13. An affidavit would address the existence of inherent contradiction between the Prime Minister’s statements on some occasions that he would obey the law, and on other occasions that he will not obey the 2019 Act, by providing some kind of explanation. Instead, the respondents’ averments were merely offers to prove matters and not proof in itself. The difficult point was that senior counsel for the petitioners had never seen statements like those contained in Answer 8 for the respondents. The Prime Minister accepted that a letter would be sent in the form required by schedule 1 to the 2019 Act no later than 19 October 2019, but that had never before been said by the Prime Minister. The statements as to what the Prime Minister accepted in relation to the 2019 Act, which were seen by the petitioners for the first time yesterday, were directly contrary to the evidence submitted by the petitioners. Indeed, they were directly contrary to what the Prime Minister had said to Parliament yesterday evening, to the effect that if the EU chose not to show ‘corresponding willingness’ to do a deal, then the UK would have to leave without an agreement and was ready to do so.

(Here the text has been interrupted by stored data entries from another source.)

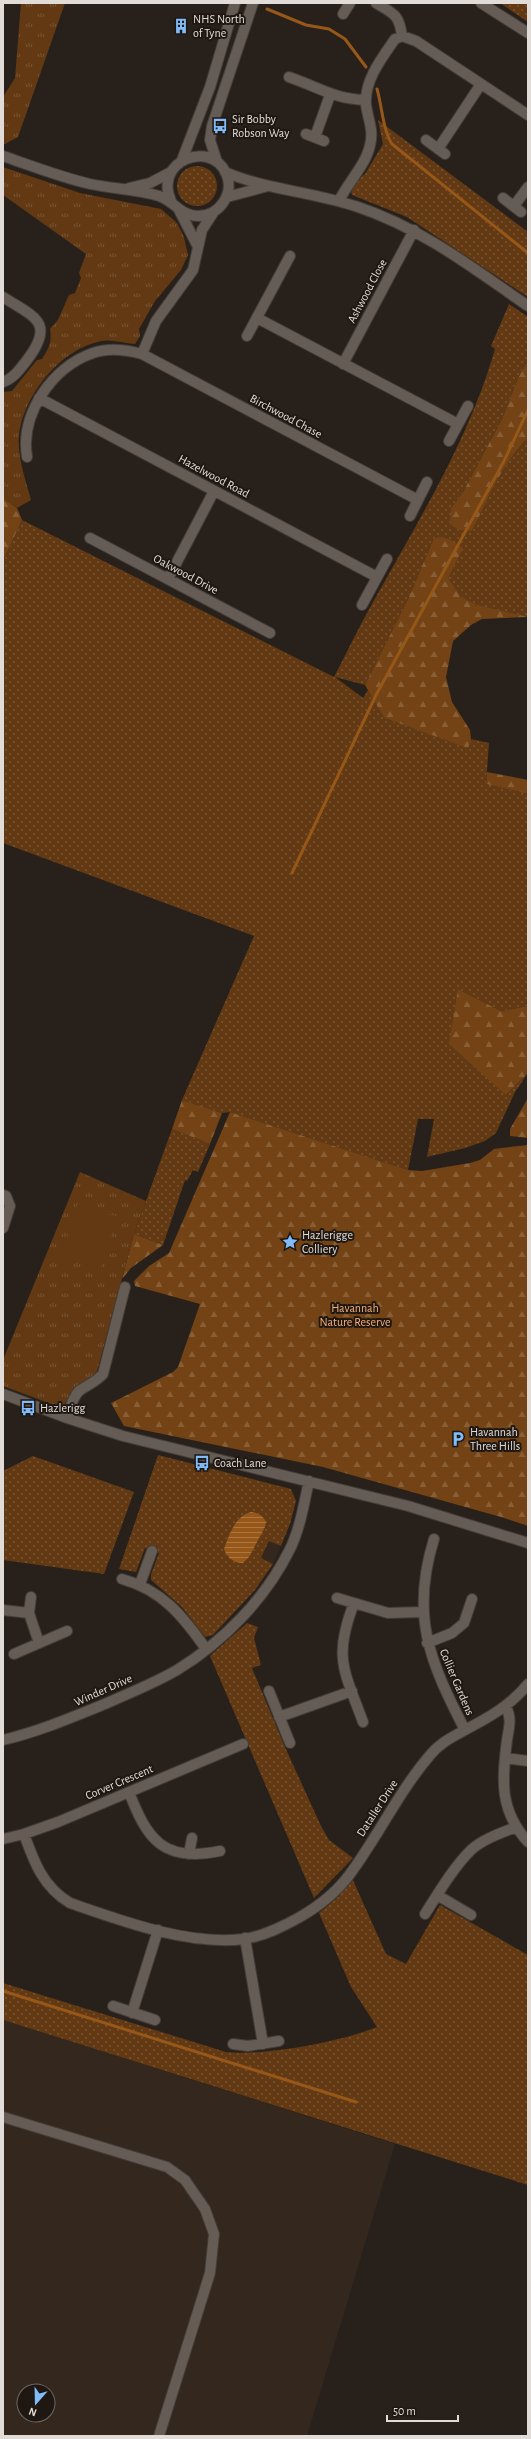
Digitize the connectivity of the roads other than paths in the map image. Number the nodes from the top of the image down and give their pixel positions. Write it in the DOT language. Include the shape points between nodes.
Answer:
graph roads {
  1 [pos="236,3"];
  2 [pos="253,3"];
  3 [pos="350,3"];
  4 [pos="376,3"];
  5 [pos="481,3"];
  6 [pos="343,14"];
  7 [pos="528,33"];
  8 [pos="402,36"];
  9 [pos="289,77"];
  10 [pos="481,84"];
  11 [pos="330,95"];
  12 [pos="366,100"];
  13 [pos="528,115"];
  14 [pos="315,138"];
  15 [pos="426,140"];
  16 [pos="3,156"];
  17 [pos="182,160"];
  18 [pos="217,162"];
  19 [pos="171,172"];
  20 [pos="225,172"];
  21 [pos="272,186"];
  22 [pos="528,187"];
  23 [pos="125,189"];
  24 [pos="227,197"];
  25 [pos="503,198"];
  26 [pos="171,201"];
  27 [pos="339,201"];
  28 [pos="179,210"];
  29 [pos="213,213"];
  30 [pos="414,230"];
  31 [pos="197,245"];
  32 [pos="290,256"];
  33 [pos="3,296"];
  34 [pos="528,306"];
  35 [pos="257,318"];
  36 [pos="247,336"];
  37 [pos="142,354"];
  38 [pos="343,364"];
  39 [pos="3,382"];
  40 [pos="39,398"];
  41 [pos="468,406"];
  42 [pos="458,424"];
  43 [pos="449,442"];
  44 [pos="27,457"];
  45 [pos="427,482"];
  46 [pos="214,491"];
  47 [pos="418,500"];
  48 [pos="410,516"];
  49 [pos="90,538"];
  50 [pos="387,559"];
  51 [pos="377,577"];
  52 [pos="168,579"];
  53 [pos="362,605"];
  54 [pos="270,633"];
  55 [pos="3,1194"];
  56 [pos="3,1228"];
  57 [pos="125,1287"];
  58 [pos="3,1394"];
  59 [pos="67,1418"];
  60 [pos="309,1481"];
  61 [pos="434,1539"];
  62 [pos="528,1543"];
  63 [pos="152,1551"];
  64 [pos="122,1579"];
  65 [pos="140,1584"];
  66 [pos="31,1597"];
  67 [pos="337,1598"];
  68 [pos="472,1599"];
  69 [pos="354,1603"];
  70 [pos="3,1610"];
  71 [pos="422,1612"];
  72 [pos="29,1613"];
  73 [pos="67,1631"];
  74 [pos="39,1643"];
  75 [pos="428,1643"];
  76 [pos="206,1649"];
  77 [pos="14,1654"];
  78 [pos="528,1684"];
  79 [pos="269,1691"];
  80 [pos="352,1691"];
  81 [pos="506,1706"];
  82 [pos="279,1717"];
  83 [pos="363,1722"];
  84 [pos="465,1730"];
  85 [pos="3,1740"];
  86 [pos="290,1743"];
  87 [pos="243,1744"];
  88 [pos="505,1758"];
  89 [pos="528,1761"];
  90 [pos="129,1792"];
  91 [pos="516,1827"];
  92 [pos="24,1834"];
  93 [pos="192,1838"];
  94 [pos="3,1839"];
  95 [pos="528,1842"];
  96 [pos="220,1850"];
  97 [pos="189,1854"];
  98 [pos="437,1896"];
  99 [pos="426,1914"];
  100 [pos="471,1915"];
  101 [pos="158,1930"];
  102 [pos="246,1938"];
  103 [pos="113,2006"];
  104 [pos="132,2013"];
  105 [pos="155,2020"];
  106 [pos="279,2041"];
  107 [pos="233,2044"];
  108 [pos="263,2044"];
  109 [pos="3,2117"];
  110 [pos="158,2436"];
  1 -- 17 [label="street" via="210,87"];
  2 -- 18 [label="street" via="212,126 210,140"];
  3 -- 6 [label="street"];
  4 -- 8 [label="street" via="400,20"];
  5 -- 7 [label="street"];
  8 -- 10 [label="street" via="416,41"];
  8 -- 12 [label="street" via="395,40 368,82"];
  9 -- 11 [label="street"];
  10 -- 13 [label="street"];
  10 -- 15 [label="street" via="441,152"];
  11 -- 12 [label="street" via="350,100"];
  11 -- 14 [label="street"];
  12 -- 27 [label="street" via="372,135 371,144"];
  16 -- 23 [label="street" via="89,184"];
  17 -- 18 [label="street" via="200,157"];
  17 -- 19 [label="street"];
  18 -- 20 [label="street"];
  19 -- 23 [label="street" via="150,183"];
  19 -- 26 [label="street" via="167,186"];
  20 -- 21 [label="street"];
  20 -- 24 [label="street" via="228,184"];
  21 -- 24 [label="street"];
  21 -- 27 [label="street"];
  22 -- 25 [label="street" via="518,209"];
  23 -- 26 [label="street"];
  24 -- 29 [label="street"];
  26 -- 28 [label="street"];
  27 -- 30 [label="street" via="381,215"];
  28 -- 29 [label="street" via="193,216"];
  28 -- 31 [label="street"];
  29 -- 31 [label="street" via="202,230"];
  30 -- 34 [label="street"];
  30 -- 38 [label="street, Ashwood Close"];
  31 -- 37 [label="street" via="193,270 156,321"];
  32 -- 35 [label="street"];
  33 -- 39 [label="street" via="35,318 42,335 36,348 18,372"];
  35 -- 36 [label="street"];
  35 -- 38 [label="street"];
  37 -- 40 [label="street" via="116,350 93,353 64,370"];
  37 -- 47 [label="street, Birchwood Chase"];
  38 -- 42 [label="street"];
  40 -- 44 [label="street" via="27,433"];
  40 -- 46 [label="street, Hazelwood Road"];
  41 -- 42 [label="street"];
  42 -- 43 [label="street"];
  45 -- 47 [label="street"];
  46 -- 51 [label="street, Hazelwood Road"];
  46 -- 52 [label="street"];
  47 -- 48 [label="street"];
  49 -- 52 [label="street, Oakwood Drive"];
  50 -- 51 [label="street"];
  51 -- 53 [label="street"];
  52 -- 54 [label="street, Oakwood Drive"];
  55 -- 56 [label="street" via="10,1206"];
  57 -- 59 [label="street" via="104,1374 79,1392 73,1400"];
  58 -- 59 [label="street"];
  59 -- 60 [label="street" via="123,1436"];
  60 -- 62 [label="street" via="408,1506"];
  60 -- 76 [label="street, Winder Drive" via="290,1549 275,1577 256,1602"];
  61 -- 71 [label="street, Collier Gardens" via="424,1579"];
  63 -- 65 [label="street"];
  64 -- 65 [label="street"];
  65 -- 76 [label="street" via="166,1600"];
  66 -- 72 [label="street"];
  67 -- 69 [label="street"];
  68 -- 75 [label="street, Collier Gardens" via="464,1623 452,1633"];
  69 -- 71 [label="street" via="388,1613"];
  69 -- 80 [label="street" via="344,1629 341,1649"];
  70 -- 72 [label="street"];
  71 -- 75 [label="street, Collier Gardens"];
  72 -- 74 [label="street"];
  73 -- 74 [label="street"];
  74 -- 77 [label="street"];
  75 -- 84 [label="street, Collier Gardens" via="433,1663"];
  76 -- 85 [label="street, Winder Drive" via="175,1671 122,1696 61,1722"];
  78 -- 81 [label="street, Dataller Drive" via="517,1698"];
  79 -- 82 [label="street"];
  80 -- 82 [label="street"];
  80 -- 83 [label="street"];
  81 -- 84 [label="street, Dataller Drive"];
  81 -- 88 [label="street" via="510,1718"];
  82 -- 86 [label="street"];
  84 -- 102 [label="street, Dataller Drive" via="432,1752 408,1784 350,1874 332,1894 292,1922 270,1932"];
  87 -- 90 [label="street, Corver Crescent"];
  88 -- 89 [label="street"];
  88 -- 91 [label="street" via="504,1792 507,1809"];
  90 -- 92 [label="street, Corver Crescent"];
  90 -- 97 [label="street" via="142,1825 151,1837 168,1847"];
  91 -- 95 [label="street"];
  91 -- 98 [label="street" via="497,1834 472,1849"];
  92 -- 94 [label="street, Corver Crescent"];
  92 -- 101 [label="street, Dataller Drive" via="37,1868 59,1896 70,1903"];
  93 -- 97 [label="street"];
  96 -- 97 [label="street" via="205,1854"];
  98 -- 99 [label="street"];
  98 -- 100 [label="street"];
  101 -- 102 [label="street, Dataller Drive" via="193,1938"];
  101 -- 104 [label="street"];
  102 -- 108 [label="street"];
  103 -- 104 [label="street"];
  104 -- 105 [label="street"];
  106 -- 108 [label="street"];
  107 -- 108 [label="street"];
  109 -- 110 [label="street" via="167,2167 185,2180 205,2209 214,2234 210,2273"];
}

14. If the Prime Minister’s position on reflection and having taken legal advice was different, then undertakings to that effect could be given to the court in a form that would reflect the averments contained in Answer 8. The effect would be the same whether an undertaking, interdict or order for specific performance, but the advantage of an undertaking would be that the form could be agreed by the parties and simply accepted by the court. In that event, the court would not be required to pronounce coercive orders to similar effect. However, if the Prime Minister chose to depart from what was merely said by legal representatives in averments made on his behalf, that would not result in the possibility of the court’s contempt jurisdiction coming into play, and the petitioners would be ‘back at square one’ with no effective remedy. The petitioners have a reasonable apprehension that he will do so, on the basis of previous statements by him or on his behalf.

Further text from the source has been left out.